Supplied data Start Marker

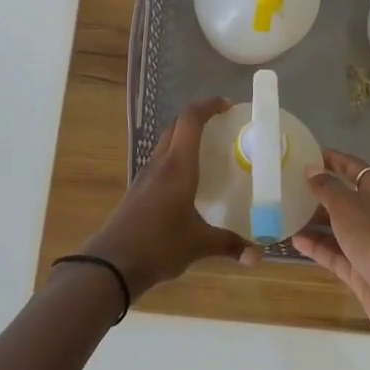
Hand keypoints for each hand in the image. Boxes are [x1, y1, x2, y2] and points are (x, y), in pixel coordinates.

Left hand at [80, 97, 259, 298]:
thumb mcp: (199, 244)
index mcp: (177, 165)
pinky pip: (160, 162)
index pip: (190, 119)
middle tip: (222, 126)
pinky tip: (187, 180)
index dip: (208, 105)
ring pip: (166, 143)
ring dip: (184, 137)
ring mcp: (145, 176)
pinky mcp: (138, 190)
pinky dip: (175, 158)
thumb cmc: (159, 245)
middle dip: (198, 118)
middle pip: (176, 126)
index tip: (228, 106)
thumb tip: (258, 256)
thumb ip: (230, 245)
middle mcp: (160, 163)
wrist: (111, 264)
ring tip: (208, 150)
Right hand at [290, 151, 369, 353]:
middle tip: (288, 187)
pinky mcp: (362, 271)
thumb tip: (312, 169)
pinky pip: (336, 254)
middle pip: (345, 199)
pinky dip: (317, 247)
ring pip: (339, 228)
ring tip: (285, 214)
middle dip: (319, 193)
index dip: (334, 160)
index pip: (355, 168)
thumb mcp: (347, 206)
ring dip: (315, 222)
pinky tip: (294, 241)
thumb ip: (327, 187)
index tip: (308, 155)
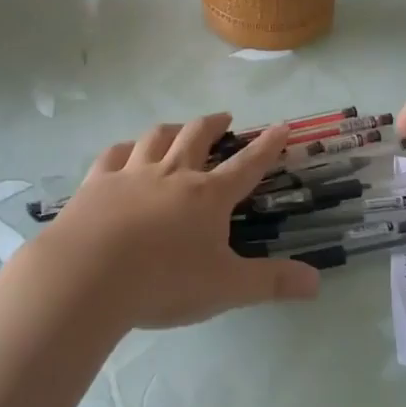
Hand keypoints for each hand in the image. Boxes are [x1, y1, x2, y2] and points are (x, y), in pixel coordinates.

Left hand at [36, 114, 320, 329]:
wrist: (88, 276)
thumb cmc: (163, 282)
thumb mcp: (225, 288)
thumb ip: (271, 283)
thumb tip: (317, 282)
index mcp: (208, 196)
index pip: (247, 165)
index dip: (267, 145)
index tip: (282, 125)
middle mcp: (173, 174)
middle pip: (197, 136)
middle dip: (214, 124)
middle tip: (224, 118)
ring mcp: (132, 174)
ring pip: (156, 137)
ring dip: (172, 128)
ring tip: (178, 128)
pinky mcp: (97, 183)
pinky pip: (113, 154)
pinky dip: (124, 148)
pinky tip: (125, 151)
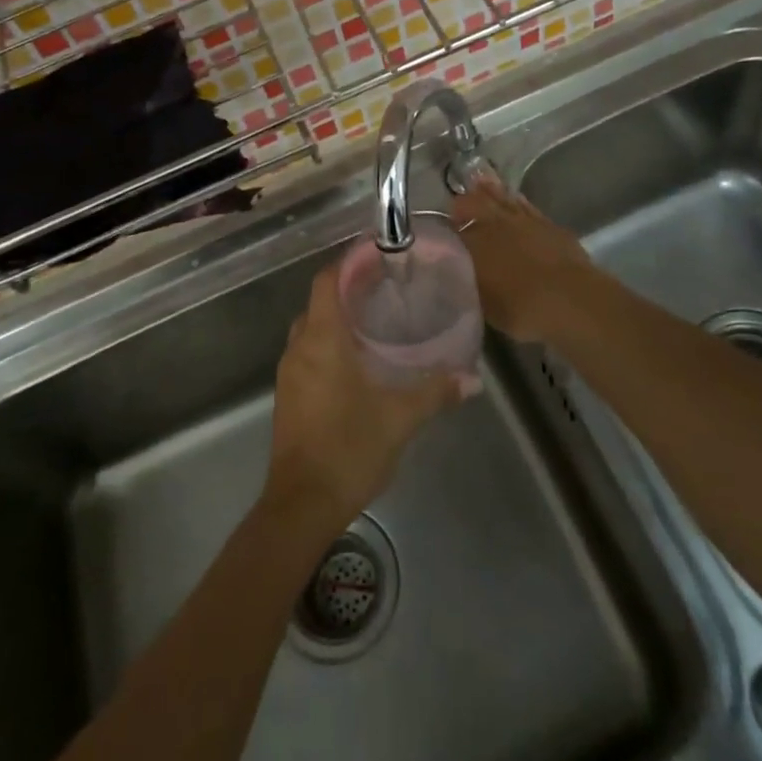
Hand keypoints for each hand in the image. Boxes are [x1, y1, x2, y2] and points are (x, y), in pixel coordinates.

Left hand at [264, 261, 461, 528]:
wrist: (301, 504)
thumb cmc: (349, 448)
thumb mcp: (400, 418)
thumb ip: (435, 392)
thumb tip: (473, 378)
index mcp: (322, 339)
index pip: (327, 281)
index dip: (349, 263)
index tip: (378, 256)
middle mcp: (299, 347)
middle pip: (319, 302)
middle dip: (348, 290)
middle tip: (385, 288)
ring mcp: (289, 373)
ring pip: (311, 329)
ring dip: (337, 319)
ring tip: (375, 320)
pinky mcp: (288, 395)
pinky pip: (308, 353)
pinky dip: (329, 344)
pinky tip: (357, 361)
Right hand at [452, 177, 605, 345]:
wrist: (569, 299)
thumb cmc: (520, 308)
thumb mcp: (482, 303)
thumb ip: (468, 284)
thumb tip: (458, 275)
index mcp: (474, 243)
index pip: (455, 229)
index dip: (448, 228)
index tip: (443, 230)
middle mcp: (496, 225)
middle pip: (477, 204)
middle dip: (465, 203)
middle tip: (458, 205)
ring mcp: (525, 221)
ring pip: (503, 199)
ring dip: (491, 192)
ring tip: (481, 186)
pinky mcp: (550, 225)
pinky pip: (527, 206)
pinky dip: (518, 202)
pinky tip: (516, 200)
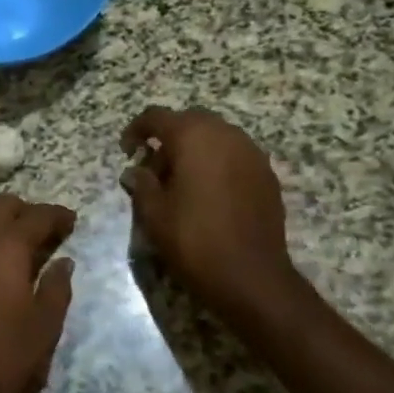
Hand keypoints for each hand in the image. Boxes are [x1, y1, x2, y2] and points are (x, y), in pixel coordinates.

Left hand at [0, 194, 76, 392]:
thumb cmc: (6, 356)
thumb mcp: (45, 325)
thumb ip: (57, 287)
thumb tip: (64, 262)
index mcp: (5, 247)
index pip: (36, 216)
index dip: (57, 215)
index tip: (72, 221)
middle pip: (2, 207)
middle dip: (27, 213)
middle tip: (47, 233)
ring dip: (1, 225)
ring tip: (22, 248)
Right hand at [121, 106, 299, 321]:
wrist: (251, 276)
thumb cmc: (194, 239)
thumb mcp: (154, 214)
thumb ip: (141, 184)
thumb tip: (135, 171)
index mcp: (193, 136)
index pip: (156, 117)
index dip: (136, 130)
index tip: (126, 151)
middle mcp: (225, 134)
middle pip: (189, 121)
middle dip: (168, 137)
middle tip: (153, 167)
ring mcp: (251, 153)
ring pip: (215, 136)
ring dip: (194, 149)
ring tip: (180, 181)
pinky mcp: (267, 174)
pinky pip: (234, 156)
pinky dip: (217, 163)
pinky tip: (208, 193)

Supplied data End Marker

Would you restate, word for word and with no pictures, only the lines from the opening of the material through the line with "thumb tip: (258, 256)", both included?

*Exercise answer:*
Hand keypoints for each hand in the image. Boxes are [x1, y1, x2, y2] and points are (x, y), in pixel coordinates.

Left hand at [80, 97, 259, 298]:
thumb mcp: (199, 244)
index mcp: (177, 165)
pinky pip: (160, 162)
index pip: (190, 119)
middle tip: (222, 126)
pinky tip: (187, 180)
index dip: (208, 105)
ring pip: (166, 143)
ring dip: (184, 137)
ring mcp: (145, 176)
pinky mcp: (138, 190)
pinky dip: (175, 158)
thumb cmc: (159, 245)
middle dip: (198, 118)
middle pip: (176, 126)
index tip: (228, 106)
thumb tip: (258, 256)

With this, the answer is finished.